Cercle d’étude de la Déportation et de la Shoah

ABTER Adolphe

dimanche 11 avril 2021

ABTER Adolphe, 56 ans en 1944

Adolphe Abter est né à Hanovre le 1er décembre 1887.Il était fils d’un banquier. Il a d’abord suivi une formation commerciale, puis il écrit comme écrivain indépendant dans des journaux allemands. Il se marie le 28 janvier 1913 avec Cecilia Lazarus, une chanteuse d’opérette. Ils ont une fille, Ruth, née le 16 août 1913, qui se marie et devient Ruth Friedlander. Adolphe Abter devient réalisateur de film à l’époque du cinéma muet, entre 1919 où il réalise son premier film « Melle Sarah Sampson » en 1925. D’autres suivront. Il s’enfuit en France lorsque les lois antisémites le frappent. Il se réfugie près de Lyon. Il habitait Saint-Didier-au-Mont-d’Or, une commune aisée limitrophe de Lyon. Il est dit aussi dans son dossier de déporté qu’il vivait sous une fausse identité et qu’il serait tombé dans un guet-apens. Il est arrêté le 13 mai 1943 ou 1944 ? Interné à la prison de Montluc à Lyon. (Il y reste plus d’un an ?) puis est transféré à Drancy le 21 juin 1944 avec 129 Juifs arrêtés dans la région lyonnaise.

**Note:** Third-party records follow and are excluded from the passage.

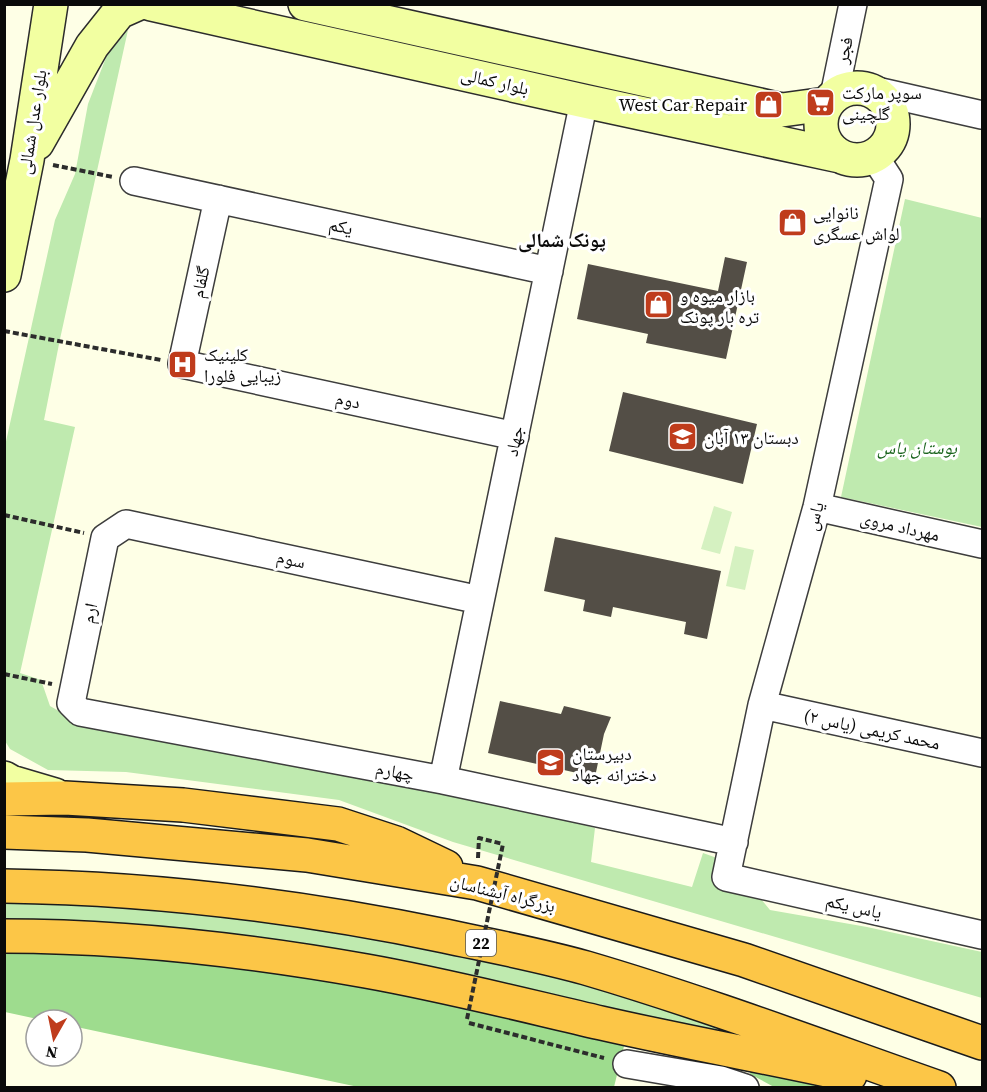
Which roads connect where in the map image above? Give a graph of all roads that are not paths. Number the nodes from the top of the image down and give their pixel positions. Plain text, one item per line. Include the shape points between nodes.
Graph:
1 (51, 4) edge
2 (137, 4) edge
3 (151, 4) edge
4 (305, 4) edge
5 (853, 4) edge
6 (872, 90) junction
7 (830, 100) junction
8 (584, 101) junction
9 (982, 115) edge
10 (840, 156) junction
11 (874, 156) junction
12 (27, 160) junction
13 (134, 181) road end
14 (218, 200) junction
15 (549, 271) junction
16 (4, 275) edge
17 (182, 364) joint
18 (514, 436) junction
19 (817, 507) junction
20 (105, 538) joint
21 (982, 544) edge
22 (480, 600) junction
23 (73, 689) joint
24 (762, 705) junction
25 (982, 753) edge
26 (4, 777) edge
27 (443, 780) junction
28 (65, 798) junction
29 (4, 799) edge
30 (4, 832) edge
31 (734, 842) junction
32 (726, 877) joint
33 (477, 883) junction
34 (4, 886) edge
35 (982, 935) edge
36 (4, 936) edge
37 (978, 1040) edge
38 (627, 1064) road end
39 (745, 1088) edge
40 (907, 1088) edge
41 (939, 1088) edge

1 - 12 street, بلوار عدل شمالی
2 - 12 street via 120,12 92,46
3 - 8 street, بلوار کمالی
4 - 7 street, بلوار کمالی via 782,110
5 - 7 street, فجر
6 - 7 street via 843,90
6 - 9 street
6 - 11 street via 889,106 894,128 884,149
7 - 10 street via 821,127 830,149
8 - 10 street, بلوار کمالی
8 - 15 street, جهاد
10 - 11 street via 851,160
11 - 19 street, یاس via 889,179
12 - 16 street, بلوار عدل شمالی
13 - 14 street, یکم
14 - 15 street, یکم
14 - 17 street, گلفام
15 - 18 street, جهاد
17 - 18 street, دوم
18 - 22 street, جهاد
19 - 21 street, مهرداد مروی
19 - 24 street, یاس
20 - 22 street, سوم via 126,524
20 - 23 street, ارم
22 - 27 street, جهاد
23 - 27 street, چهارم via 71,703 80,711
24 - 25 street, محمد کریمی (یاس ۲)
24 - 31 street, یاس
26 - 28 street
27 - 31 street, چهارم
28 - 29 highway
28 - 33 highway via 183,805 338,824 396,843
30 - 33 highway, بزرگراه آبشناسان via 87,835 296,854
31 - 32 street, یاس
32 - 35 street, یاس یکم
33 - 37 highway, بزرگراه آبشناسان via 744,960
34 - 41 highway, 22 via 70,887 280,906 503,948 607,975
36 - 40 highway via 192,946 367,971
38 - 39 street via 721,1080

Il reçoit le numéro matricule 23307 ( voir document). Sur la fiche de son carnet de fouille il est dit qu’il remet au chef de la police du camp la somme de 46 460 francs, puisque chaque interné devait remettre argent objets de valeur à son arrivée au camp.


Extrait du registre des entrées au camp de Drancy ( 21 juin 1944)

Il est déporté une semaine plus tard. Le 30 juin, il est conduit à la gare de Bobigny avec 1153 internés destinés à être déportés vers le centre de mise à mort d’Auschwitz-Birkenau. C’est le 76ème convoi de déportés juifs parti de Drancy.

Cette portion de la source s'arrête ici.